When I started, Cyril Chinn was the conductor. We performed the piece at Morley Music Building on the campus of Lake Erie College. I was fascinated by the place, even though it was in sore need of renovation. The acoustics were beautiful, the pipe organ was a work of art, but the building itself was inconvenient. There were two restrooms, one for men, one for women. You had to climb a monstrous number of stairs to get into the place and then had to go clear to the lowest building level to use the two restrooms. There was no handicapped accessibility and there were no elevators, except for the orchestra pit. There was woefully inadequate parking, forcing many to park across the street at Zion Lutheran Church and brave the Route 20 traffic, generally in the dark. And there was no room for the chorus to gather prior to the performance, so we all stood in a downstairs hallway to run through a few practice verses before climbing several levels of stairs to get to the stage.
One year, Cy was ill and the original choral conductor, Hilbert Collins, returned from retirement to lead the group. He insisted that we perform at the United Methodist Church on the square in downtown Painesville, the original home of the chorus. This posed several new problems. The first was that the choir itself had grown to close to 200 voices and the sanctuary of the church was nowhere near large enough to house us. There was inadequate parking in the square area. The person that played the organ for the performance that year kept hitting one of the middle registers with his arm, emitting a bleating sound at intervals throughout the piece. I came out of the performance ready to quit.
The following year, Cy was back and we were back in Morley. The pipe organ had fallen into disrepair and we began renting an organ for the event, adding to our costs. The building was divided to house offices on the basement level, so the hall where the choir had gathered to warm up was no longer available, which forced us to meet in another building and walk to Morley in all kinds of weather to get to the stage. Eventually, Cy just wasn’t up to conducting any longer. Ken Nash took over as conductor, and we continued to perform at Morley. The building was renovated, the organ was refurbished, and the price of renting the place for the performance rose.
The steering committee began seeking alternative venues. Don Densmore, the head of the steering committee and the force behind the running of the chorus for decades, decided to pass the torch. It was the perfect time to find a new venue in which to perform this masterful work. Kevin Donahue, choir director at St. Gabriel’s Church, graciously took on the position of steering committee head and offered St. Gabe’s Church as a new venue for the performance…free. This was met with some limited resistance, if for no other reason than there are some people who just dislike change. But for the majority of the choir members, the change was readily accepted when the perks of the new venue became apparent.
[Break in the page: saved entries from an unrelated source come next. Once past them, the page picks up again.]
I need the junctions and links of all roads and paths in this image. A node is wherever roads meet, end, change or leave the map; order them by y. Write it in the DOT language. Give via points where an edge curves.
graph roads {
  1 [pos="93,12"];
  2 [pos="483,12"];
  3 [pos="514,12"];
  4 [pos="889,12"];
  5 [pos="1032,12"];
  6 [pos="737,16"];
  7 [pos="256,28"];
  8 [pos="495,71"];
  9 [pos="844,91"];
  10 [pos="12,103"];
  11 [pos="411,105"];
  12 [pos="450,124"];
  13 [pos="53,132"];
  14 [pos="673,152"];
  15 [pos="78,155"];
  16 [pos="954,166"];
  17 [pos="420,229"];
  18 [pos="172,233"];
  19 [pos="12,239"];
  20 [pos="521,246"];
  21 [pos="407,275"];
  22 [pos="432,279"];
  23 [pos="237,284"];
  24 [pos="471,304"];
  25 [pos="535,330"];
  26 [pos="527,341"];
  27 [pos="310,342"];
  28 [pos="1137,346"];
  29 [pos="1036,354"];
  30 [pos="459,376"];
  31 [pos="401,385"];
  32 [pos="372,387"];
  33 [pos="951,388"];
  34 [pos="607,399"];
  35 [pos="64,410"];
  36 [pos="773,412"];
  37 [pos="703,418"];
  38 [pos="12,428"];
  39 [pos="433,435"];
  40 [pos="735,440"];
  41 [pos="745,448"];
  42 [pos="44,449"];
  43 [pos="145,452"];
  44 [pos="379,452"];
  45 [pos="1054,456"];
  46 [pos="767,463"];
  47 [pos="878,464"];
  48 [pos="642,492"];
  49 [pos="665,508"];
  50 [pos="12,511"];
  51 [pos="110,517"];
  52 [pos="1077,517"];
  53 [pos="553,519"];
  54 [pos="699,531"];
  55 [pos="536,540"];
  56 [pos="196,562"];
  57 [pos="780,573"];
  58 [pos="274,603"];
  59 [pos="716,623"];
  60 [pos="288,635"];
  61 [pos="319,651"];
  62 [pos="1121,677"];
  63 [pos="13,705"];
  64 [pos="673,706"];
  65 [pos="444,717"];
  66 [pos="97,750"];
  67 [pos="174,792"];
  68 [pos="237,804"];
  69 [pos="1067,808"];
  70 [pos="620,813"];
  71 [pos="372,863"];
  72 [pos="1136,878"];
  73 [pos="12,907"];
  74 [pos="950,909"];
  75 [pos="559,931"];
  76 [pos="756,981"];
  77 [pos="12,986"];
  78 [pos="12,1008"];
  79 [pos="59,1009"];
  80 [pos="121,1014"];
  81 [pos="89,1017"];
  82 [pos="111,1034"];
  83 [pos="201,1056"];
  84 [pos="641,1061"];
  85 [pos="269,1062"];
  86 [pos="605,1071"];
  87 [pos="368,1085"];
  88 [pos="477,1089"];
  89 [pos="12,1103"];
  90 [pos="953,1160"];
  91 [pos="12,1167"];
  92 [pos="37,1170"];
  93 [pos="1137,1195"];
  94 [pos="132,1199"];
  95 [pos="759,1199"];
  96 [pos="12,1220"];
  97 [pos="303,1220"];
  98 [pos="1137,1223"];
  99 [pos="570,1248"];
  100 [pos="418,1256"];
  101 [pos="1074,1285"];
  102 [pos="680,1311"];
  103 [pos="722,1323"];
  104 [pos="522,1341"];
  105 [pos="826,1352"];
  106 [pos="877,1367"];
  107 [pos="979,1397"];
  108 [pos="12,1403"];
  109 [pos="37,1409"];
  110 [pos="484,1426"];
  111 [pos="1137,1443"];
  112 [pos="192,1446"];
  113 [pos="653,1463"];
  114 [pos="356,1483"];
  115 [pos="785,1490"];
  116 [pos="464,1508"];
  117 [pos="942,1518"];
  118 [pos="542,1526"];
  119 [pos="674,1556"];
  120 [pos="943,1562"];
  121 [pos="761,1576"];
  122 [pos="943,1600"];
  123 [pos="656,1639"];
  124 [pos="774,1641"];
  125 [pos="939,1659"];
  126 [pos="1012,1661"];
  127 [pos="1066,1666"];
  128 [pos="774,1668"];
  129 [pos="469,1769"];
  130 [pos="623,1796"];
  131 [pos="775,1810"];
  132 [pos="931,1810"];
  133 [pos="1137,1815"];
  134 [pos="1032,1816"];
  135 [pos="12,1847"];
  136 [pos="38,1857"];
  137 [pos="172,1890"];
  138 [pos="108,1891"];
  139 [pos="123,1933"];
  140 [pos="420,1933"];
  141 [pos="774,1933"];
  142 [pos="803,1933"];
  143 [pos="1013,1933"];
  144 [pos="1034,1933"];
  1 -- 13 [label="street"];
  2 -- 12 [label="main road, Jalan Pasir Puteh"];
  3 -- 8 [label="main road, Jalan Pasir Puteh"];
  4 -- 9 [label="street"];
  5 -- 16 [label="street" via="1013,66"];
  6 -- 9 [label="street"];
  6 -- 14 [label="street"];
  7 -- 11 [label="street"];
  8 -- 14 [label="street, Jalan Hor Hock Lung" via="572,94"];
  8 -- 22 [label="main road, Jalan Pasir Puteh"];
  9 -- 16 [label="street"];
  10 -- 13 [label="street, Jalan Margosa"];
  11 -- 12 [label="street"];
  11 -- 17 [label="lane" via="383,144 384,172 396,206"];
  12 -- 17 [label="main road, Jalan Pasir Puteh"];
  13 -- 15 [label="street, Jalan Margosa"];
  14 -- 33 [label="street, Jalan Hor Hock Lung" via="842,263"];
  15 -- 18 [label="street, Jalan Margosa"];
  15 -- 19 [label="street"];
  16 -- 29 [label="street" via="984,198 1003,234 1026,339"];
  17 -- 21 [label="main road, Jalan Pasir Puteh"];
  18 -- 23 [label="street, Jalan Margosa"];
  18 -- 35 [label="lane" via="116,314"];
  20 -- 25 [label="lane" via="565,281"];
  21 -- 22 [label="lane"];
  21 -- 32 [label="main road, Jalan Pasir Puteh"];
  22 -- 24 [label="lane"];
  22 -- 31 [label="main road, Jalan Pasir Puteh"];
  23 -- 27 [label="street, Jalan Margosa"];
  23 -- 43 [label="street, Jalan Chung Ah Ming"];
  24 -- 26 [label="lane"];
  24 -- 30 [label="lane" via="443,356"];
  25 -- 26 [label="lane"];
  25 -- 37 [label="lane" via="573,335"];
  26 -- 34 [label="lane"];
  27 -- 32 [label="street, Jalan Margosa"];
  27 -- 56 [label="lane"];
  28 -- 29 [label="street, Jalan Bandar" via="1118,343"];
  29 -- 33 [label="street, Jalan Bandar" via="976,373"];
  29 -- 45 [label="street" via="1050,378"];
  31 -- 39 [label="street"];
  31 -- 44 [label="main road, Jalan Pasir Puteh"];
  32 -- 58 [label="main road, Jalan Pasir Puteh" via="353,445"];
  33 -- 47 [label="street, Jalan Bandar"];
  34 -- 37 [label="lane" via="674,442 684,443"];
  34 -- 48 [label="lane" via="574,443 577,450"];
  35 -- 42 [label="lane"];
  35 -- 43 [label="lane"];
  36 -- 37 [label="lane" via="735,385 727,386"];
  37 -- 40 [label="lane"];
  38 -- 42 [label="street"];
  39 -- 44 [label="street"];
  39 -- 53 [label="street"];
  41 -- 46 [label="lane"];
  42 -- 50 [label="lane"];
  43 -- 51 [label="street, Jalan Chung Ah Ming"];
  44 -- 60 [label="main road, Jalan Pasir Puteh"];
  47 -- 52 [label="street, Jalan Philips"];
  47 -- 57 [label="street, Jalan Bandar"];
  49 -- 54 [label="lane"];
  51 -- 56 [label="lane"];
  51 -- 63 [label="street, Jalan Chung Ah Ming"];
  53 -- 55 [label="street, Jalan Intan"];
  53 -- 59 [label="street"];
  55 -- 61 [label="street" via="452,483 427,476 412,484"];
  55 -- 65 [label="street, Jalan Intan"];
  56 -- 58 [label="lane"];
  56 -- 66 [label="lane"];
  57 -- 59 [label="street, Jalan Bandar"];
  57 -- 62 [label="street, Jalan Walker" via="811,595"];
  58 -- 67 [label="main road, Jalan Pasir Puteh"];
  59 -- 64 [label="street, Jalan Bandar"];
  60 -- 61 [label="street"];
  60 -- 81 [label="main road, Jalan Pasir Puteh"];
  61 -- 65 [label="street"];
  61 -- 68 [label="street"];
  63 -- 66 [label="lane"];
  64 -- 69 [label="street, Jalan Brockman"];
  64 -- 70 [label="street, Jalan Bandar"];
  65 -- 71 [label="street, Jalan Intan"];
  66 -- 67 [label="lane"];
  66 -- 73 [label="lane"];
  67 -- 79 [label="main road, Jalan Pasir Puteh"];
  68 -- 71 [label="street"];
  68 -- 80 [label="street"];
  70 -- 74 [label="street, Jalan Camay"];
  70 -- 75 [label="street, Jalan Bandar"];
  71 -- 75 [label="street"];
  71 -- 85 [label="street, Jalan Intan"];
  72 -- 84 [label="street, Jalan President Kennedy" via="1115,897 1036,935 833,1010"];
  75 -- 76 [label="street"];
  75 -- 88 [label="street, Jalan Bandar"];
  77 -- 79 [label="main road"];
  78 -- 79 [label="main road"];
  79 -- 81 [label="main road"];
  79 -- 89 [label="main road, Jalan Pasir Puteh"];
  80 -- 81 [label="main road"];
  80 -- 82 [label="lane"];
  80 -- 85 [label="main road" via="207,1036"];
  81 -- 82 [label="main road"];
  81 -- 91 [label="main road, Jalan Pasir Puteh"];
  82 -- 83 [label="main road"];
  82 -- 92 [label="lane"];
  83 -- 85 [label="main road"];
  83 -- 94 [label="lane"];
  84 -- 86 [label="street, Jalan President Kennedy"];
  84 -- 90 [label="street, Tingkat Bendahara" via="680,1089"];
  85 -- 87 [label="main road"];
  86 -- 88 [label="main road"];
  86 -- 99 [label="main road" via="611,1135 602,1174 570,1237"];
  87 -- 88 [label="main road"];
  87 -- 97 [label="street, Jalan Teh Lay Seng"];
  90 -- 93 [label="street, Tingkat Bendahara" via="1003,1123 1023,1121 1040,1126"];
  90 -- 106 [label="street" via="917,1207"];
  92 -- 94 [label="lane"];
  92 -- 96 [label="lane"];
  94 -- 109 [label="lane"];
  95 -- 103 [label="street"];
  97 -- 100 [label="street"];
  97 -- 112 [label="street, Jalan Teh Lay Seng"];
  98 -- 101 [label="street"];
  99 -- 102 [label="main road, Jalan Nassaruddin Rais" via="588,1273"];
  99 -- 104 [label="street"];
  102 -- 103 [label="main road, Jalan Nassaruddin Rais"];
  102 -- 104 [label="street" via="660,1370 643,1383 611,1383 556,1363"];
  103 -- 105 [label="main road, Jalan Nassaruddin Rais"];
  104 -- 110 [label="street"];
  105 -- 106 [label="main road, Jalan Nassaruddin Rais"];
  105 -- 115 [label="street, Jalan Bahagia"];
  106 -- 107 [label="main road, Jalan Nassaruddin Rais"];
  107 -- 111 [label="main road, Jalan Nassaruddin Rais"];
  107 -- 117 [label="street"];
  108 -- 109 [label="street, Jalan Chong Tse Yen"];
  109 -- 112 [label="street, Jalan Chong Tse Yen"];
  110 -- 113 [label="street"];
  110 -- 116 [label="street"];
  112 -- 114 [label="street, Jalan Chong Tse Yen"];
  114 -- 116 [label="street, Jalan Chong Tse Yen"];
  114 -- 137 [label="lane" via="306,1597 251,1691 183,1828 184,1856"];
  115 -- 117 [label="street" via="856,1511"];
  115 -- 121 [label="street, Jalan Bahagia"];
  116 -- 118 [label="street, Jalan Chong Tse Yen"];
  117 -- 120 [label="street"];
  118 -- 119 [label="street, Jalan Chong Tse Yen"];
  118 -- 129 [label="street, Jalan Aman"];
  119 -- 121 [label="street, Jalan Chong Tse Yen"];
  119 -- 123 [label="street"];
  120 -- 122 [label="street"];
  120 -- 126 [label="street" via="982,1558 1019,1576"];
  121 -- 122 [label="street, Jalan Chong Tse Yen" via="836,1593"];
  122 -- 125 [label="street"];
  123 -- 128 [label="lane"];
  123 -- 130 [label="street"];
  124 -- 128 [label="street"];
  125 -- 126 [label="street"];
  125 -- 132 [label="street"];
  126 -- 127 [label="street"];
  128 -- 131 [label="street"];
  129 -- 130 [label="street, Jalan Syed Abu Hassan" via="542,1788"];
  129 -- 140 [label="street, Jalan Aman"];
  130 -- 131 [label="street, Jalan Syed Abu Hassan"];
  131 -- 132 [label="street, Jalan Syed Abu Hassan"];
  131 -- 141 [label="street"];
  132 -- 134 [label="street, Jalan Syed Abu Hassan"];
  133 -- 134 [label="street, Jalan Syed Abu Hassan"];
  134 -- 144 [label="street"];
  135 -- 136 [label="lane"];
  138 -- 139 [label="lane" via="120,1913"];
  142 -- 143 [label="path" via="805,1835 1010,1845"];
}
St. Gabriel’s had many advantages. The sanctuary is on the ground floor. There are a few stairs to climb to enter the church, but there are also handicapped ramps if you cannot manage those few stairs. There is a room in the church basement large enough to house the chorus for warm-ups prior to the performance, so the choir members don’t have to trudge through the weather to get to the hall. Those choir members who can not negotiate the stairs have use of an elevator. There are more-than-adequate restroom facilities on both floors. All the parking is on-site, eliminating the dangerous hike across Route 20. It does not have the booming pipe organ of Morley, but since St. Gabe’s offered the space for free, some of the money normally spent on the building rental was used to hire a professional string section. All told, we had strings, piano, harpsichord, organ, and trumpet.
It sounded incredible! It is amazing to hear this piece with the instruments of the day. Everyone in the audience that I polled after the concert said it was beautiful, and several mentioned that they thought it sounded better than Morley. Many commented that the venue was much more convenient. And St. Gabe’s even served punch and cookies to anyone who wanted a little something as they were leaving the concert. Kevin Donahue, Tony Noll, Father Fred, and the staff at St. Gabe’s were wonderful and gracious to open their doors to the community and went out of their way to make all who attended feel welcome.
I, for one, would like to thank them for making this a memorable event. I look forward to the 63rd performance of Handel’s Messiah, next December!